I offer my thoughts from a Catholic perspective; it would interesting to hear others.

We often pray for a good death, and a death we can prepare for. We say, “from an unprovided death, deliver us, O Lord,” or “Lord, let me know mine end, and the number of my days.” To confess all our sins, to be absolved, make our peace with men and with God, is a great good fortune for us in our last days. If we live in a good and holy way, we can enjoy each hour, not only the final one, in just such a vigilant and hopeful state: so that if we’re knocked down by a bus, we needn’t feel anxious or regretful - “live each day as if it were your last”, even the pagans used to say.

Our bodies and the world we can sense around us are a great communication to us from God: a love letter, if you like. Just think how many times in your life you’ve turned inward, chewing over some nasty thing someone’s said, combing over an embarrassing experience, kicking yourself. How may times you’ve been in a sulk - when, suddenly, you hear someone make a joke and you laugh in spite of yourself. Or you say “I need some air,” and as you grumble along your walk, you see a breathtaking view and forget all your anger. The world outside us has this great power of taking us out of ourselves, helping us see things in perspective. Our Father tickles us when we’re trying to be serious and upset, just as our human fathers did, and we giggle in spite of ourselves. What a mercy!

This total forgetfulness of ourselves - which we experience in our best moments, the moments we want to last forever (who knows what his own arms are doing when he’s gazing at a star?) - is part of Heaven. We’re not thinking of us, we’re thinking of the thing we love. Total absorption in ourselves, dwelling on our wrongs and hates, feeling that no one understands, these are part of Hell. We send ourselves there willingly, closing off to every generous and open impulse, because we’d rather be right than be happy! “Just leave me alone, I don’t want to cheer up.” And so we collapse inwards. God is very understanding. If we don’t want to be happy, he won’'t force us.

This is my concern with “immortality” through a dying dream. Imagine you die in your bed, with your family all around you, having said goodbye to all and being pardoned by the priest. You are ready to go, in the perfect state of mind: a well-provided death. But what if another hundred years intervene? A hundred years trapped in your own mind, with nothing but your own prejudices, passions, psychoses to keep you company? There will be no friend sent by Heaven, to bring you back to earth. No landscapes to awe your grumbling into silence. You have your own full attention, for as long as you like. You say, “you know what gets my goat?”, and your dream says, “yes, I do. I really do. Let me show you it again.” And so you finally slip away, not in that state of beautiful resignation and readiness in which your family last saw you, but driven mad by centuries of solitary confinement, gnawing morbidly on your own preoccupations.
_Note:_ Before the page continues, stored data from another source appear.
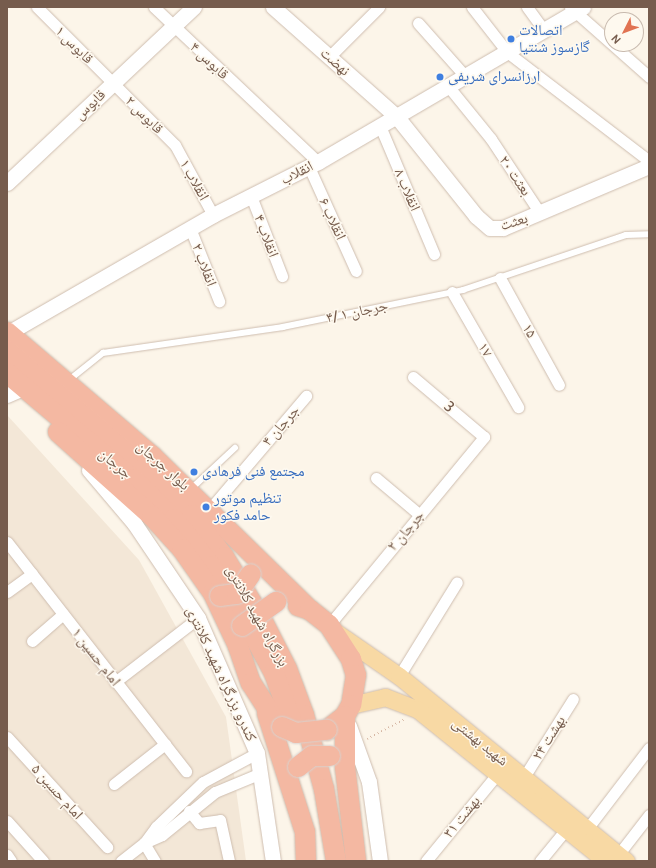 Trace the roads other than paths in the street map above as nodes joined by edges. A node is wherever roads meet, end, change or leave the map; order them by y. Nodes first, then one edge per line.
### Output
1 (37, 7) edge
2 (154, 7) edge
3 (194, 7) edge
4 (379, 7) edge
5 (472, 7) edge
6 (527, 7) edge
7 (277, 8) edge
8 (576, 9) edge
9 (418, 23) dead end
10 (172, 27) junction
11 (544, 30) junction
12 (507, 52) junction
13 (329, 57) junction
14 (465, 76) junction
15 (647, 76) edge
16 (112, 84) junction
17 (448, 86) junction
18 (396, 117) junction
19 (380, 126) junction
20 (175, 145) joint
21 (649, 161) edge
22 (313, 165) junction
23 (649, 166) edge
24 (7, 183) edge
25 (251, 196) junction
26 (540, 213) junction
27 (213, 215) junction
28 (190, 228) junction
29 (649, 234) edge
30 (434, 254) dead end
31 (356, 271) dead end
32 (282, 276) dead end
33 (500, 278) junction
34 (452, 292) junction
35 (219, 302) dead end
36 (7, 339) edge
37 (7, 373) edge
38 (413, 377) dead end
39 (67, 383) junction
40 (558, 385) dead end
41 (25, 388) junction
42 (7, 395) edge
43 (306, 396) dead end
44 (518, 407) dead end
45 (58, 433) junction
46 (484, 437) joint
47 (235, 448) dead end
48 (144, 468) joint
49 (376, 478) dead end
50 (190, 491) junction
51 (209, 510) junction
52 (420, 515) junction
53 (238, 538) junction
54 (7, 542) edge
55 (160, 558) junction
56 (212, 566) joint
57 (32, 574) junction
58 (457, 582) dead end
59 (7, 592) edge
60 (216, 594) junction
61 (310, 610) junction
62 (62, 614) junction
63 (198, 618) junction
64 (330, 627) junction
65 (238, 637) junction
66 (32, 641) dead end
67 (399, 676) junction
68 (115, 682) junction
69 (573, 699) dead end
70 (348, 710) junction
71 (267, 713) junction
72 (7, 737) edge
73 (164, 744) junction
74 (649, 748) edge
75 (257, 753) junction
76 (338, 762) junction
77 (186, 771) dead end
78 (261, 773) junction
79 (498, 774) junction
80 (295, 776) junction
81 (524, 778) junction
82 (114, 784) dead end
83 (189, 811) junction
84 (649, 815) edge
85 (7, 821) edge
86 (567, 828) junction
87 (587, 829) junction
88 (144, 843) junction
89 (107, 847) dead end
90 (7, 855) edge
91 (617, 859) edge
92 (11, 861) edge
93 (43, 861) edge
94 (121, 861) edge
95 (155, 861) edge
96 (228, 861) edge
97 (273, 861) edge
98 (306, 861) edge
99 (323, 861) edge
100 (336, 861) edge
101 (356, 861) edge
102 (380, 861) edge
103 (426, 861) edge
104 (540, 861) edge

1 - 16 street, ۱ قابوس
2 - 10 street, ۴ قابوس
3 - 10 street, قابوس
4 - 13 street
5 - 12 street
6 - 11 street
7 - 13 street, نهضت
8 - 11 street, انقلاب
8 - 15 street
9 - 14 street
10 - 16 street, قابوس
10 - 22 street, ۴ قابوس
11 - 12 street, انقلاب
12 - 14 street, انقلاب
12 - 21 street
13 - 18 street, نهضت
14 - 17 street, انقلاب
16 - 20 street, ۲ قابوس
16 - 24 street, قابوس
17 - 18 street, انقلاب
17 - 26 street, ۲۰ بعثت
18 - 19 street, انقلاب
18 - 26 street, بعثت
19 - 22 street, انقلاب
19 - 30 street, ۸ انقلاب
20 - 27 street, انقلاب ۱
22 - 25 street, انقلاب
22 - 31 street, ۶ انقلاب
23 - 26 street, بعثت
25 - 27 street, انقلاب
25 - 32 street, ۴ انقلاب
27 - 28 street, انقلاب
28 - 35 street, ۲ انقلاب
28 - 36 street, انقلاب
29 - 33 lane, جرجان ۱ /۴
33 - 34 lane, جرجان ۱ /۴
33 - 40 street, ۱۵
34 - 39 lane, جرجان ۱ /۴
34 - 44 street, ۱۷
36 - 39 highway, بلوار جرجان
36 - 48 highway, جرجان
37 - 41 highway, جرجان
38 - 46 street, 3
39 - 50 highway, بلوار جرجان
41 - 42 street
41 - 45 highway
41 - 56 highway, جرجان
43 - 51 street, ۴ جرجان
45 - 55 street, کندرو بزرگراه شهید کلانتری
45 - 60 highway
46 - 52 street, جرجان ۲
47 - 50 lane
48 - 100 highway, بزرگراه شهید کلانتری
49 - 52 street
50 - 51 highway, بلوار جرجان
51 - 53 highway, بلوار جرجان
52 - 64 street, جرجان ۲
53 - 60 highway, bridge
53 - 61 highway, بلوار جرجان
54 - 57 street, امام حسین ۱
55 - 63 street, کندرو بزرگراه شهید کلانتری
55 - 65 street
56 - 99 highway, بزرگراه شهید کلانتری
57 - 59 street
57 - 62 street, امام حسین ۱
58 - 67 street
60 - 65 highway
61 - 64 highway
61 - 65 highway, bridge
62 - 66 street
62 - 68 street, امام حسین ۱
63 - 68 street
63 - 75 street, کندرو بزرگراه شهید کلانتری
64 - 67 main road, شهید بهشتی
64 - 70 highway
65 - 71 highway
67 - 81 main road, شهید بهشتی
68 - 73 street, امام حسین ۱
69 - 81 street, بهشت ۲۴
70 - 71 highway, bridge
70 - 76 highway
70 - 79 main road, شهید بهشتی
70 - 102 street
71 - 80 highway
72 - 89 street, امام حسین ۵
73 - 77 street, امام حسین ۱
73 - 82 street
74 - 87 street
75 - 78 street, کندرو بزرگراه شهید کلانتری
75 - 88 street
76 - 80 highway, bridge
76 - 101 highway
78 - 83 street
78 - 97 street, کندرو بزرگراه شهید کلانتری
79 - 86 main road, شهید بهشتی
79 - 103 street, بهشت ۳۱
80 - 98 highway
81 - 87 main road, شهید بهشتی
83 - 88 street
83 - 96 street
84 - 91 street
85 - 93 street
86 - 91 main road, شهید بهشتی
86 - 104 street
87 - 91 main road, شهید بهشتی
88 - 94 street
88 - 95 street
90 - 92 street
Not the best way to enter into our eternal state; and a sudden death might be even worse, as we are overwhelmed by the pains we’ve just suffered, the robbing of our future, all our regrets and unrealized hopes. Better that we have no time to think.

The immortals are admirable not only because they live forever, but because, as the word tells us, they are strictly free from mortality, free from mortal things. Pain, anger, evil impulses, revenge, all the rest of it: these are very mortal things. They have the taste of death, because they end in the annihilation of our vitality, our liveliness. Your dreams are part of you. They cannot free you from your own weakness. So long as you are mortal, your dreams will be too - they will belong to the landscape and the country of death, the same as all our life on earth.

Who would want to tarry within that country, war-torn between Heaven and Hell, covered with trenches and barbed wire, where our own good resolutions are undermined at every turn, when the other country is waiting, the Fair Country, thick with winged and fiery creatures, all blue like distant hills, but close enough to touch? The country where the present meets eternity, where the whole world of perishability and uncertainty will be laid out in front of us, as if we flew out of some Tudor maze and saw from above that what seemed on earth to be endless, tortuous and blind, alley after alley, was really part of some unthought, unheard of pattern of glorious comeliness and intricacy? For that is what our linear time looks like, standing in God’s eternal Now.

And who could wish to dive deeper into their own dreams, to be lonely and grow old, when the King and Bridegroom of our souls is hurrying to meet us, with peace shining in His face, His five dear wounds smelling sweetly of life and life-giving water? There is an ache in us - when we think of distant, unreachable mountains, or wide oceans, or happy times long ago, laughing family around a forgotten table - which can never be healed, which will make us restless forever until we rest in Him: the final, absolute Other, totally real, totally outside ourselves and our imagination, into Whom our souls, with all their odd, angular and rough parts, will fit as a key fits into a lock. With Him, at last, we will no longer be strangers in our own hearts, in our own homes, but we will find our place. You will be more comforted there than in your own best dreams.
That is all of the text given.